Pictures stay out; everything else in the records below is copied exactly.

*** Block opens ***

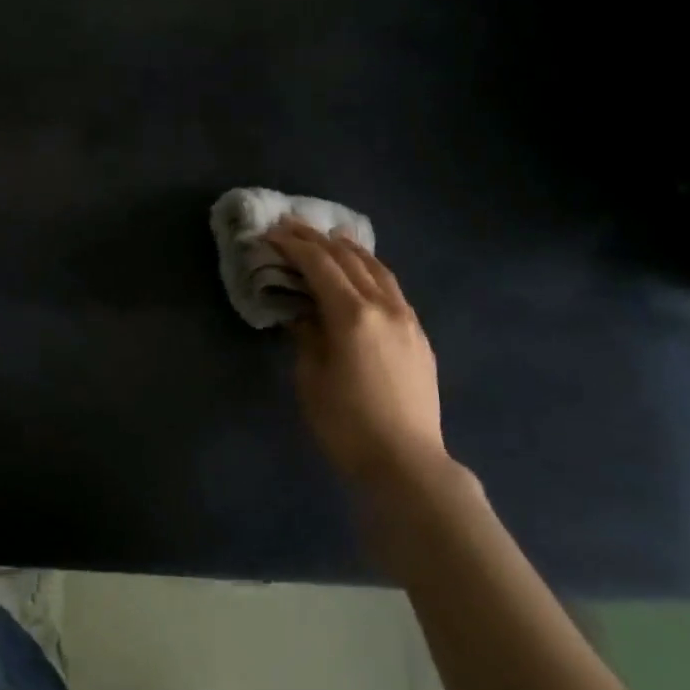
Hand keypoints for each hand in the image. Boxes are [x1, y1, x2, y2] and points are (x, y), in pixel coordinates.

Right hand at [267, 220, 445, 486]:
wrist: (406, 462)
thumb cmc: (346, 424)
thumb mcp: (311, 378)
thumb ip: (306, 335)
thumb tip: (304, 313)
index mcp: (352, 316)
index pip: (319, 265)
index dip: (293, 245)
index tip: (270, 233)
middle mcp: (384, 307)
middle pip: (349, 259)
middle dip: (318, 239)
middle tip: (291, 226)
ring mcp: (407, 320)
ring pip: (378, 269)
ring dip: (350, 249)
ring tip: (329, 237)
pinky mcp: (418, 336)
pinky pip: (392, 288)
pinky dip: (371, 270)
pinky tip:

*** Block closes ***

> Task solution:
Hand keypoints for each hand in the image. Boxes are [x1, y1, x2, y2] and points are (x, y), in pixel coordinates.

Right hand at [267, 220, 445, 486]:
wrist: (406, 462)
thumb cmc: (346, 424)
thumb mcp: (311, 378)
thumb ip: (306, 335)
thumb tip: (304, 313)
index mcp: (352, 316)
index pip: (319, 265)
index dip: (293, 245)
index tip: (270, 233)
middle mcp: (384, 307)
middle pip: (349, 259)
middle dip: (318, 239)
middle tip: (291, 226)
ring mcp: (407, 320)
ring pip: (378, 269)
ring dip: (350, 249)
ring tip: (329, 237)
pinky mcp: (418, 336)
pinky pip: (392, 288)
pinky dip: (371, 270)
pinky tip:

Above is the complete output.